**Records drawn from a dataset:**
⟨

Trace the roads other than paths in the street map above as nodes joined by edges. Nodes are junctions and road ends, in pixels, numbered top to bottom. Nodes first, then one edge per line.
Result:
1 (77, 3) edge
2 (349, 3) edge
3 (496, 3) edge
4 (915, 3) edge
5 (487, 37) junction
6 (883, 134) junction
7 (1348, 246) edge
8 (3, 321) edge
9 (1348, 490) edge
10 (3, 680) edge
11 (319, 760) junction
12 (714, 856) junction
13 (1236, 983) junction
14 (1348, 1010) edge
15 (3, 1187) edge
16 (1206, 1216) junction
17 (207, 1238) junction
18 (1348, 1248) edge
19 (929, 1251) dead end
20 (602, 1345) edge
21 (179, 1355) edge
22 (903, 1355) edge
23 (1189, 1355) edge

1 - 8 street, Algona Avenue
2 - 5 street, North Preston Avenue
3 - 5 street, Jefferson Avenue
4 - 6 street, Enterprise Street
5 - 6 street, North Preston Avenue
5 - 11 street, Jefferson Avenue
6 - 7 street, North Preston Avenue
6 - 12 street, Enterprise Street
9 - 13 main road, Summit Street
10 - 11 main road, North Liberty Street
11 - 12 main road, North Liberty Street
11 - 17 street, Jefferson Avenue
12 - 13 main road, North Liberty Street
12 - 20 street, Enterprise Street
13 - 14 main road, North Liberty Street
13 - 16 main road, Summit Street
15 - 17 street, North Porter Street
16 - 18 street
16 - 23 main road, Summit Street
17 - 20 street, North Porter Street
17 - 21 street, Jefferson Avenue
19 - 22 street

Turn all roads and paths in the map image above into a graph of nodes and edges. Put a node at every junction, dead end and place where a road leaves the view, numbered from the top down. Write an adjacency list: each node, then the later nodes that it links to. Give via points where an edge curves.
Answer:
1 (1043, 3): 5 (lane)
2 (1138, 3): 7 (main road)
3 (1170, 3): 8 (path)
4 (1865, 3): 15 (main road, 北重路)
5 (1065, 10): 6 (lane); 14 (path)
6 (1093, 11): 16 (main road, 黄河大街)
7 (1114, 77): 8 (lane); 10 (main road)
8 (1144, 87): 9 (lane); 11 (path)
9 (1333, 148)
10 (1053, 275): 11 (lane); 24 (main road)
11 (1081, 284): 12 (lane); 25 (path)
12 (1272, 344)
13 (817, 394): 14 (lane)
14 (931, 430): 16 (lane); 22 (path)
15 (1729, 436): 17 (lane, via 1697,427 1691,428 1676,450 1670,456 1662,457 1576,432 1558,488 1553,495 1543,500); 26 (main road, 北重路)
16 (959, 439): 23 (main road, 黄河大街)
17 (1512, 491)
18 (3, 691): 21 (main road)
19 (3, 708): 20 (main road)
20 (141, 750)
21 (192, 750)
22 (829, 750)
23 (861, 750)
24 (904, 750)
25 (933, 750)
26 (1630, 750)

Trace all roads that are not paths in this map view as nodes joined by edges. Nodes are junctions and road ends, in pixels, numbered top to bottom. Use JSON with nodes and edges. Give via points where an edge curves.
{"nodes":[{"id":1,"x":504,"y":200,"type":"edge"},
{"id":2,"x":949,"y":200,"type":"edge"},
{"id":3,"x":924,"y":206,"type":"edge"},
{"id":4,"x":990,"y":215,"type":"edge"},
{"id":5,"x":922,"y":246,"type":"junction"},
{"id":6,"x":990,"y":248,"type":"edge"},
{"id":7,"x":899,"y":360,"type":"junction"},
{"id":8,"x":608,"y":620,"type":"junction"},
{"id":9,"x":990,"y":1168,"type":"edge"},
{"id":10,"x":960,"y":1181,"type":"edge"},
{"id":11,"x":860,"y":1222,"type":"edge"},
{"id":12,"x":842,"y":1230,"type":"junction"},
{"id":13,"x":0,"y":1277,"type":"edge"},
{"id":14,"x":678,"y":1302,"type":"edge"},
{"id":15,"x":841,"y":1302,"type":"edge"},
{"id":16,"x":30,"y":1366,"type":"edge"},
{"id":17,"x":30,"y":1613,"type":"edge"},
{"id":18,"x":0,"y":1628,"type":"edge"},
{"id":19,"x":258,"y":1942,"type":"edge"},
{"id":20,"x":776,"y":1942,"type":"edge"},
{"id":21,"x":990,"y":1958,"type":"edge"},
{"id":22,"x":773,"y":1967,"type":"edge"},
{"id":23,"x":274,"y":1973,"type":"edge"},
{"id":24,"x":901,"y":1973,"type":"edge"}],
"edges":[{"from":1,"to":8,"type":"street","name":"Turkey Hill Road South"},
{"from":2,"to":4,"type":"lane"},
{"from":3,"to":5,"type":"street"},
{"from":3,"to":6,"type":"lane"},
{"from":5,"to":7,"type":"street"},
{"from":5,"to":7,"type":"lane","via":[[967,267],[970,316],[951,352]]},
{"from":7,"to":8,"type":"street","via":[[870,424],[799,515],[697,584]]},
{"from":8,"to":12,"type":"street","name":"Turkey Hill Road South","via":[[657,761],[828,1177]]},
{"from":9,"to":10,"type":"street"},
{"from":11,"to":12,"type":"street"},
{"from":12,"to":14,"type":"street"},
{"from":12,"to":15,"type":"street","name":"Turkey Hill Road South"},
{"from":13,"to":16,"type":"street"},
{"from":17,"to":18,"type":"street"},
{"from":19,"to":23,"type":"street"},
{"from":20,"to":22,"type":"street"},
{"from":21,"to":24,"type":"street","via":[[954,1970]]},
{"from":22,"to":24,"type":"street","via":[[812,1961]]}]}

⟩

**Work instructions:** The records above should be copied out again in full, exactly as they appear.

**Answer space:**
Trace the roads other than paths in the street map above as nodes joined by edges. Nodes are junctions and road ends, in pixels, numbered top to bottom. Nodes first, then one edge per line.
Result:
1 (77, 3) edge
2 (349, 3) edge
3 (496, 3) edge
4 (915, 3) edge
5 (487, 37) junction
6 (883, 134) junction
7 (1348, 246) edge
8 (3, 321) edge
9 (1348, 490) edge
10 (3, 680) edge
11 (319, 760) junction
12 (714, 856) junction
13 (1236, 983) junction
14 (1348, 1010) edge
15 (3, 1187) edge
16 (1206, 1216) junction
17 (207, 1238) junction
18 (1348, 1248) edge
19 (929, 1251) dead end
20 (602, 1345) edge
21 (179, 1355) edge
22 (903, 1355) edge
23 (1189, 1355) edge

1 - 8 street, Algona Avenue
2 - 5 street, North Preston Avenue
3 - 5 street, Jefferson Avenue
4 - 6 street, Enterprise Street
5 - 6 street, North Preston Avenue
5 - 11 street, Jefferson Avenue
6 - 7 street, North Preston Avenue
6 - 12 street, Enterprise Street
9 - 13 main road, Summit Street
10 - 11 main road, North Liberty Street
11 - 12 main road, North Liberty Street
11 - 17 street, Jefferson Avenue
12 - 13 main road, North Liberty Street
12 - 20 street, Enterprise Street
13 - 14 main road, North Liberty Street
13 - 16 main road, Summit Street
15 - 17 street, North Porter Street
16 - 18 street
16 - 23 main road, Summit Street
17 - 20 street, North Porter Street
17 - 21 street, Jefferson Avenue
19 - 22 street

Turn all roads and paths in the map image above into a graph of nodes and edges. Put a node at every junction, dead end and place where a road leaves the view, numbered from the top down. Write an adjacency list: each node, then the later nodes that it links to. Give via points where an edge curves.
Answer:
1 (1043, 3): 5 (lane)
2 (1138, 3): 7 (main road)
3 (1170, 3): 8 (path)
4 (1865, 3): 15 (main road, 北重路)
5 (1065, 10): 6 (lane); 14 (path)
6 (1093, 11): 16 (main road, 黄河大街)
7 (1114, 77): 8 (lane); 10 (main road)
8 (1144, 87): 9 (lane); 11 (path)
9 (1333, 148)
10 (1053, 275): 11 (lane); 24 (main road)
11 (1081, 284): 12 (lane); 25 (path)
12 (1272, 344)
13 (817, 394): 14 (lane)
14 (931, 430): 16 (lane); 22 (path)
15 (1729, 436): 17 (lane, via 1697,427 1691,428 1676,450 1670,456 1662,457 1576,432 1558,488 1553,495 1543,500); 26 (main road, 北重路)
16 (959, 439): 23 (main road, 黄河大街)
17 (1512, 491)
18 (3, 691): 21 (main road)
19 (3, 708): 20 (main road)
20 (141, 750)
21 (192, 750)
22 (829, 750)
23 (861, 750)
24 (904, 750)
25 (933, 750)
26 (1630, 750)

Trace all roads that are not paths in this map view as nodes joined by edges. Nodes are junctions and road ends, in pixels, numbered top to bottom. Use JSON with nodes and edges. Give via points where an edge curves.
{"nodes":[{"id":1,"x":504,"y":200,"type":"edge"},
{"id":2,"x":949,"y":200,"type":"edge"},
{"id":3,"x":924,"y":206,"type":"edge"},
{"id":4,"x":990,"y":215,"type":"edge"},
{"id":5,"x":922,"y":246,"type":"junction"},
{"id":6,"x":990,"y":248,"type":"edge"},
{"id":7,"x":899,"y":360,"type":"junction"},
{"id":8,"x":608,"y":620,"type":"junction"},
{"id":9,"x":990,"y":1168,"type":"edge"},
{"id":10,"x":960,"y":1181,"type":"edge"},
{"id":11,"x":860,"y":1222,"type":"edge"},
{"id":12,"x":842,"y":1230,"type":"junction"},
{"id":13,"x":0,"y":1277,"type":"edge"},
{"id":14,"x":678,"y":1302,"type":"edge"},
{"id":15,"x":841,"y":1302,"type":"edge"},
{"id":16,"x":30,"y":1366,"type":"edge"},
{"id":17,"x":30,"y":1613,"type":"edge"},
{"id":18,"x":0,"y":1628,"type":"edge"},
{"id":19,"x":258,"y":1942,"type":"edge"},
{"id":20,"x":776,"y":1942,"type":"edge"},
{"id":21,"x":990,"y":1958,"type":"edge"},
{"id":22,"x":773,"y":1967,"type":"edge"},
{"id":23,"x":274,"y":1973,"type":"edge"},
{"id":24,"x":901,"y":1973,"type":"edge"}],
"edges":[{"from":1,"to":8,"type":"street","name":"Turkey Hill Road South"},
{"from":2,"to":4,"type":"lane"},
{"from":3,"to":5,"type":"street"},
{"from":3,"to":6,"type":"lane"},
{"from":5,"to":7,"type":"street"},
{"from":5,"to":7,"type":"lane","via":[[967,267],[970,316],[951,352]]},
{"from":7,"to":8,"type":"street","via":[[870,424],[799,515],[697,584]]},
{"from":8,"to":12,"type":"street","name":"Turkey Hill Road South","via":[[657,761],[828,1177]]},
{"from":9,"to":10,"type":"street"},
{"from":11,"to":12,"type":"street"},
{"from":12,"to":14,"type":"street"},
{"from":12,"to":15,"type":"street","name":"Turkey Hill Road South"},
{"from":13,"to":16,"type":"street"},
{"from":17,"to":18,"type":"street"},
{"from":19,"to":23,"type":"street"},
{"from":20,"to":22,"type":"street"},
{"from":21,"to":24,"type":"street","via":[[954,1970]]},
{"from":22,"to":24,"type":"street","via":[[812,1961]]}]}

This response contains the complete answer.